В мощных руках Тома Трюбле бренные останки Винцента Кердонкюфа без особого труда перешли по ту сторону невысокой ограды Трех Кладбищ. Теперь, значит, труп был там, где и следует быть трупам. А кусты, в которые Тома его положил, скроют его до поры до времени. Однако же ненадолго. Теперь было не так, как в старину, нынешний Магистрат поднимал всякий раз много шума вокруг убитого, хотя бы и честным образом, в открытом бою.

Для Тома Трюбле, оказавшегося, правда при самозащите, убийцей, это не предвещало ничего хорошего.

Но на темной воде, по которой луна разбросала свое новенькое серебро, четыре мачты «Горностая», перекрещенные десятью реями, покачивались весьма милостиво.

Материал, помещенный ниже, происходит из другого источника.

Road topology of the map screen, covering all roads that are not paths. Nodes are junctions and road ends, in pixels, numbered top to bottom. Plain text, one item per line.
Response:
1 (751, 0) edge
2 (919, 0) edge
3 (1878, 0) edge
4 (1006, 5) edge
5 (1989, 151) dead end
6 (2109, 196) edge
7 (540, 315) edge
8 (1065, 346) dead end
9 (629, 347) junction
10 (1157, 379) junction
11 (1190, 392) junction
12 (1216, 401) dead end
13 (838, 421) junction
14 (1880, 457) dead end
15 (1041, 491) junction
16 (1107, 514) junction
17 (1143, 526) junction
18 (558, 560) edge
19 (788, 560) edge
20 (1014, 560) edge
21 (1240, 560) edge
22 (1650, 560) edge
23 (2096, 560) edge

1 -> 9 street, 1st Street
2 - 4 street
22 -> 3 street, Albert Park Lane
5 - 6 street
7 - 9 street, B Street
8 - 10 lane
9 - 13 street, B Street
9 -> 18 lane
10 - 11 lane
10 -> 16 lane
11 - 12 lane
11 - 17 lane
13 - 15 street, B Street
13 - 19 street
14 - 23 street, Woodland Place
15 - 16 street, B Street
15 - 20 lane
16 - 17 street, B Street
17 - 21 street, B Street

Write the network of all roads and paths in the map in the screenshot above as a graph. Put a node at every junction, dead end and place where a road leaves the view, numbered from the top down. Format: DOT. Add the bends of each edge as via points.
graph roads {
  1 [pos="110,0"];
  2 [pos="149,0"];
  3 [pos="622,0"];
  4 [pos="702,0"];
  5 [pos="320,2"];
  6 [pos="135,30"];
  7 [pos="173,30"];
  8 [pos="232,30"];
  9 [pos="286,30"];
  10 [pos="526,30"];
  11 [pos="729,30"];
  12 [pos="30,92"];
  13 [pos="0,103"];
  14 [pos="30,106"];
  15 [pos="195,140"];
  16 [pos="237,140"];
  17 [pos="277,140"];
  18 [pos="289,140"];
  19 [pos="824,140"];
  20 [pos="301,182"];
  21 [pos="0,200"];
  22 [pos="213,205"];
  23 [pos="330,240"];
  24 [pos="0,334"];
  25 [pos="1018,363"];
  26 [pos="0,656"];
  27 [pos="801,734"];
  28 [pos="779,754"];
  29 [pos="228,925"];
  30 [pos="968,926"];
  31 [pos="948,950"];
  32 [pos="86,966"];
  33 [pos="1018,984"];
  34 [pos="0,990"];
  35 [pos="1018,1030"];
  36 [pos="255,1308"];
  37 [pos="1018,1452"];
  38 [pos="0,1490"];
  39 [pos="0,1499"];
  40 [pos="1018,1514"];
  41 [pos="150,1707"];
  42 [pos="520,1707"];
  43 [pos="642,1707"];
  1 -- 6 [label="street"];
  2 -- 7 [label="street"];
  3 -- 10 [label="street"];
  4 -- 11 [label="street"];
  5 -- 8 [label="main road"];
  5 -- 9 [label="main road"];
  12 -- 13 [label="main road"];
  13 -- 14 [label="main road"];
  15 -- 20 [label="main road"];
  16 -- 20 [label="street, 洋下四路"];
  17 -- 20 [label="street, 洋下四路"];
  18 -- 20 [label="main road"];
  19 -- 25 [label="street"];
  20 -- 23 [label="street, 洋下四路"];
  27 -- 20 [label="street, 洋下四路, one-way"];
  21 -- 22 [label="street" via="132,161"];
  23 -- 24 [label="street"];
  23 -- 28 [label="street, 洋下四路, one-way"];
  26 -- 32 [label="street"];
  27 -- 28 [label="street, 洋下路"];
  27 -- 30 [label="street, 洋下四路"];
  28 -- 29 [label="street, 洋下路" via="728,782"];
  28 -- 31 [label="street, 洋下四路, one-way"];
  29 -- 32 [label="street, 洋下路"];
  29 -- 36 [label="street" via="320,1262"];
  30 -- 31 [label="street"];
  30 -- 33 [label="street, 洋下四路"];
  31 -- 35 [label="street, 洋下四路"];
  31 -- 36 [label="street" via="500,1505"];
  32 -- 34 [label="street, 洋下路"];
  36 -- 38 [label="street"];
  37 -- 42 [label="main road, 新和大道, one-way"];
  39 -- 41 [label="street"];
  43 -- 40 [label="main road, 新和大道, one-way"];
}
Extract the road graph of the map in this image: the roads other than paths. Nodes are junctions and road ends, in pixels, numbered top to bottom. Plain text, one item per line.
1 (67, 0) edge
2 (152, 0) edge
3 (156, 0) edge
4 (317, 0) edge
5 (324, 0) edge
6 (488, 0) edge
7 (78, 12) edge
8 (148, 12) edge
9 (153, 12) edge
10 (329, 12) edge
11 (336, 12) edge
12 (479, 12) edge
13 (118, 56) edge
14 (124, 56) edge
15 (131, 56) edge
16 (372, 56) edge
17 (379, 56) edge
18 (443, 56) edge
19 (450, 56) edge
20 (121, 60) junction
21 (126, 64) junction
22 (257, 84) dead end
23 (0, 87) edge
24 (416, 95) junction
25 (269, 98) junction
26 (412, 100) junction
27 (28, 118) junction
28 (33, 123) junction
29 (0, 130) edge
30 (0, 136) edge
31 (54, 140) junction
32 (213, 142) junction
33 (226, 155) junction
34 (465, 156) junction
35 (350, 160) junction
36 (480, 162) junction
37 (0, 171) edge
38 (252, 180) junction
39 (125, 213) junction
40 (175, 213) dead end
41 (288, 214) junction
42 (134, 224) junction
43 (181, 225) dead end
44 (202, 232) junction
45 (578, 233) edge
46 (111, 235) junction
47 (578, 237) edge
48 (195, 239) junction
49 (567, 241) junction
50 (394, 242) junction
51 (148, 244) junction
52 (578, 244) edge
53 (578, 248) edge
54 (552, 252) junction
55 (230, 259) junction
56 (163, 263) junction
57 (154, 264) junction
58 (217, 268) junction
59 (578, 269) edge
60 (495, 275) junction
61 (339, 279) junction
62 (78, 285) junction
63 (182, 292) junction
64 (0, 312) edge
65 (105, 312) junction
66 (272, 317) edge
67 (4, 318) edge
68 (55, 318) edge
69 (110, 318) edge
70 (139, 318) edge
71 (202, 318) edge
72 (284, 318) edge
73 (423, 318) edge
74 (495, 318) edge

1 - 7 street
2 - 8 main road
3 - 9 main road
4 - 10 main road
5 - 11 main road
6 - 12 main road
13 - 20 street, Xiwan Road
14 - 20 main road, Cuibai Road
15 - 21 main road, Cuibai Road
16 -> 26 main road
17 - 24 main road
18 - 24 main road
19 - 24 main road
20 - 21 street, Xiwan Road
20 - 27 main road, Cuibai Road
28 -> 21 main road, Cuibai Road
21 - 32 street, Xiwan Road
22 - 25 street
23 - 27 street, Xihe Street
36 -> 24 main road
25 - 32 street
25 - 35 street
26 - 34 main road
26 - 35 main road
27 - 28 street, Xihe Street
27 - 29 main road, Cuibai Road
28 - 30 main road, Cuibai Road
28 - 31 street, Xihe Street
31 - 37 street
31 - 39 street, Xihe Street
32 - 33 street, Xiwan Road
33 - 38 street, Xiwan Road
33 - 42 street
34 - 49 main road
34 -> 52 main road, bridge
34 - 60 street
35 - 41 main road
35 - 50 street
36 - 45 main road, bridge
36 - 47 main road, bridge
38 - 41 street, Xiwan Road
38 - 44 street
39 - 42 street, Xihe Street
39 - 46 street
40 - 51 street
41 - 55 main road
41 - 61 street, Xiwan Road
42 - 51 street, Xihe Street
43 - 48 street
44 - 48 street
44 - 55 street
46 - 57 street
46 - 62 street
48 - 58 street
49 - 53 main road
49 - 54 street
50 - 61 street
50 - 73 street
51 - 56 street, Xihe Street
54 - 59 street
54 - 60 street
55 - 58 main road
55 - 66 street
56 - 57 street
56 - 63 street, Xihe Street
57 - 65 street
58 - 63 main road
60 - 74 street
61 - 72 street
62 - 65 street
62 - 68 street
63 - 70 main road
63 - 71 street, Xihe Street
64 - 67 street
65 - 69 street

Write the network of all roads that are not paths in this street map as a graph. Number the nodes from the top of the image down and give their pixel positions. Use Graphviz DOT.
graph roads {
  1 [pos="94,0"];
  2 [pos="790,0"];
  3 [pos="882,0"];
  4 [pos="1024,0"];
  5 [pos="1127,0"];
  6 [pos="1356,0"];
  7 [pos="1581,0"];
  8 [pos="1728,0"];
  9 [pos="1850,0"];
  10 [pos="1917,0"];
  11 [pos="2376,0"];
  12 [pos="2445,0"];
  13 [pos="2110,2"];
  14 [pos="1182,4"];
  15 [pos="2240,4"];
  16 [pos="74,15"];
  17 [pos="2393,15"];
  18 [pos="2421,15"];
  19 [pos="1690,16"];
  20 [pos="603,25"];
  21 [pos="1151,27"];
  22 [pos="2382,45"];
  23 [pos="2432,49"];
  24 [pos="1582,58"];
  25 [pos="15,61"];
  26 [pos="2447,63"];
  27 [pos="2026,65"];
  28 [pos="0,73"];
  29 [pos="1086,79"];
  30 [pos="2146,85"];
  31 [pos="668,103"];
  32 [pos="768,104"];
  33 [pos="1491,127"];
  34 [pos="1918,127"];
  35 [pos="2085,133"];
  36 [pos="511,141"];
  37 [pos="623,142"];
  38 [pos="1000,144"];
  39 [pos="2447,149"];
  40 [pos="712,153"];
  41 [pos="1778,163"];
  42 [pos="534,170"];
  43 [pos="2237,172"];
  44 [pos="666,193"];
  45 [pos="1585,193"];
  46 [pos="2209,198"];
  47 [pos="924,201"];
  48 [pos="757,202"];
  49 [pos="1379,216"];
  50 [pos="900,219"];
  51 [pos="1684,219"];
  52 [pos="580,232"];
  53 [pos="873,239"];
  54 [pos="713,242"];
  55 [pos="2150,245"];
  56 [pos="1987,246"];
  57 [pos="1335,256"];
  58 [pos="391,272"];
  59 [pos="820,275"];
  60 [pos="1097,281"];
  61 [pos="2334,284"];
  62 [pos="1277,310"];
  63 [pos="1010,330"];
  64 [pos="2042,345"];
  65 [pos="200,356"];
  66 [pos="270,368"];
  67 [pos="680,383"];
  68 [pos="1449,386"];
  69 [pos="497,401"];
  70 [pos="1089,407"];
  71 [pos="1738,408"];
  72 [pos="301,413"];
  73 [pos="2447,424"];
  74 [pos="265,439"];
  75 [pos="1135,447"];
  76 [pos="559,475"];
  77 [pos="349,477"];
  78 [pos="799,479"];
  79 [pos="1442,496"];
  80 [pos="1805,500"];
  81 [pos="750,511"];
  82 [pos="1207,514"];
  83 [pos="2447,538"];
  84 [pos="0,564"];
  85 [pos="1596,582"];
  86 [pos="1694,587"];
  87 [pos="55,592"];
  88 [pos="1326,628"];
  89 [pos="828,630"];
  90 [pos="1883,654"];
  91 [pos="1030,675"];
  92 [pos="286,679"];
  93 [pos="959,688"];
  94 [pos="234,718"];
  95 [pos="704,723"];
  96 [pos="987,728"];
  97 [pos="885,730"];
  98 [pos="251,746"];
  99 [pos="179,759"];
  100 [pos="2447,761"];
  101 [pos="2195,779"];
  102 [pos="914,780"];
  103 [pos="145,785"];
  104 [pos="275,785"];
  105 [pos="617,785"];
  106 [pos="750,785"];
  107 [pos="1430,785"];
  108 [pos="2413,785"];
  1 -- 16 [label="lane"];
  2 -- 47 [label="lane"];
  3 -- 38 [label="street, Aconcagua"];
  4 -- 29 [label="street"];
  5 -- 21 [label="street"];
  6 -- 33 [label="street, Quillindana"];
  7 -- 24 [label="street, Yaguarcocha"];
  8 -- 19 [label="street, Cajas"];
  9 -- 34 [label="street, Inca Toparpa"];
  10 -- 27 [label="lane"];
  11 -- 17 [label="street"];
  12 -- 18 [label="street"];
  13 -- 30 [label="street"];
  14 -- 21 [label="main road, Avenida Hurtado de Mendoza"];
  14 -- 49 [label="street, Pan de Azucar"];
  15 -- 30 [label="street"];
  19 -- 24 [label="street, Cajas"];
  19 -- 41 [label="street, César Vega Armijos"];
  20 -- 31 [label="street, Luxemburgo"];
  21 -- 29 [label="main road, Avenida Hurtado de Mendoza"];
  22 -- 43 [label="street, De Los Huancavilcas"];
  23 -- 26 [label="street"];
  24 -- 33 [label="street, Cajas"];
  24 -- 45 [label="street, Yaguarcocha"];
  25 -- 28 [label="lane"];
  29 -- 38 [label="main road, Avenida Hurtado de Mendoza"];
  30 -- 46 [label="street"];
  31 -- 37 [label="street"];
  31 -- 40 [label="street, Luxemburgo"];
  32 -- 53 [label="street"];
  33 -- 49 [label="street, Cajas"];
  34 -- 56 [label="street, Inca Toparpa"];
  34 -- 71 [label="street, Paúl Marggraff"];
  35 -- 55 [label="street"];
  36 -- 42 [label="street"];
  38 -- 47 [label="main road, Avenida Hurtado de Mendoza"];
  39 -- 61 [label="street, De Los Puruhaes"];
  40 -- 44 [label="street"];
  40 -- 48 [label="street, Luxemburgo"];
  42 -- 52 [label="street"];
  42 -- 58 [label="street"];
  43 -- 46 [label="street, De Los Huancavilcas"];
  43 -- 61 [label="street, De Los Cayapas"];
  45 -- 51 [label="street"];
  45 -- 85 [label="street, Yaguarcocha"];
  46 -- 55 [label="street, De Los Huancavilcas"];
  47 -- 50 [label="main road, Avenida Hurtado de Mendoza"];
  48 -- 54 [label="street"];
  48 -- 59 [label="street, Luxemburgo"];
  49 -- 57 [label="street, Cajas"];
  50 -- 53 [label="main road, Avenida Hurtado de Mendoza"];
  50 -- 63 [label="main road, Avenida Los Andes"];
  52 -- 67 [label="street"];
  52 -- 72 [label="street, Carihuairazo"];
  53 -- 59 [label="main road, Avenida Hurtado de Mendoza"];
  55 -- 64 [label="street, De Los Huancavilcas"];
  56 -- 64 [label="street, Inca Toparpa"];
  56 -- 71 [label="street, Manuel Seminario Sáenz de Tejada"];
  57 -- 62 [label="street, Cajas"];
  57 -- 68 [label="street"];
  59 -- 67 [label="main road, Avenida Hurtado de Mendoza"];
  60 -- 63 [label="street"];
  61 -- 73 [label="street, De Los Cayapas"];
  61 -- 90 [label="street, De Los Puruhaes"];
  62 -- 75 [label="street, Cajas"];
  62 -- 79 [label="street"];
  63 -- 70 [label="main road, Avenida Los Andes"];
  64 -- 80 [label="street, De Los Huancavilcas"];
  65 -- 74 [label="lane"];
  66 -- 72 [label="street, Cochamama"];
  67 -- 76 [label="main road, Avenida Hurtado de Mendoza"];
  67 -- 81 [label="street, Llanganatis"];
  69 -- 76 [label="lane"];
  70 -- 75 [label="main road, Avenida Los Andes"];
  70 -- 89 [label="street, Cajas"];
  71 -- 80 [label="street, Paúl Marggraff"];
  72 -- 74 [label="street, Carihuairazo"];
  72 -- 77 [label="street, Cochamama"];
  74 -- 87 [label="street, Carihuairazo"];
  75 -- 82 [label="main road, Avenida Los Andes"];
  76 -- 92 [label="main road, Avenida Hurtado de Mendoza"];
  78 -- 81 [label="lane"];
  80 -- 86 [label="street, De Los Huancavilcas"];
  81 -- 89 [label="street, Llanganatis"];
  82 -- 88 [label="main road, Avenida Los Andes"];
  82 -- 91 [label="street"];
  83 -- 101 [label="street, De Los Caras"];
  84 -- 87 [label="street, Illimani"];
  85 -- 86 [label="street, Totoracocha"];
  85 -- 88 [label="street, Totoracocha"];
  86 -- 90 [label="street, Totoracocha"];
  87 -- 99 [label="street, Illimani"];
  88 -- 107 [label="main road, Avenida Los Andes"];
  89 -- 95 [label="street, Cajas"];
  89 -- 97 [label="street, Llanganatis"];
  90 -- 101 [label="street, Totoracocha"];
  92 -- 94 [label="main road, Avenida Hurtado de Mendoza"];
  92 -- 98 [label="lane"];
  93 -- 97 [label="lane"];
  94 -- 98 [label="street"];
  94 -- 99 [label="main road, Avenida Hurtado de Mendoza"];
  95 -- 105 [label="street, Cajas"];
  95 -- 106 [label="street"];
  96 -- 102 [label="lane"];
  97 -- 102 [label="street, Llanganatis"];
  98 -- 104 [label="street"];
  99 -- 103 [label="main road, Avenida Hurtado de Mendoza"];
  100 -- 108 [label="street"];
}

И Тома Трюбле, взглянув на них еще раз, улыбнулся:

— Нет, не в воскресенье, — прошептал он, — а завтра же… завтра же, да, с вечерним приливом… если угодно будет моему святому угоднику… я снимусь с якоря!

В это время прозвонил колокол «Хоремма». И час был очень поздний. На печальном берегу, осушенном отливом, сторожевые псы Сен-Мало ответили колоколу протяжным завыванием. И Тома снова начал креститься, так как ему почудилось, что собаки воют об Винценте Кердонкюфе.

Но собаки, вволю поскулив, замолчали. И Тома Трюбле вздохнул:

— Не повезло парню, упокой его, господи!

Ибо Тома Трюбле, корсар, не был ни жесток, ни черств сердцем.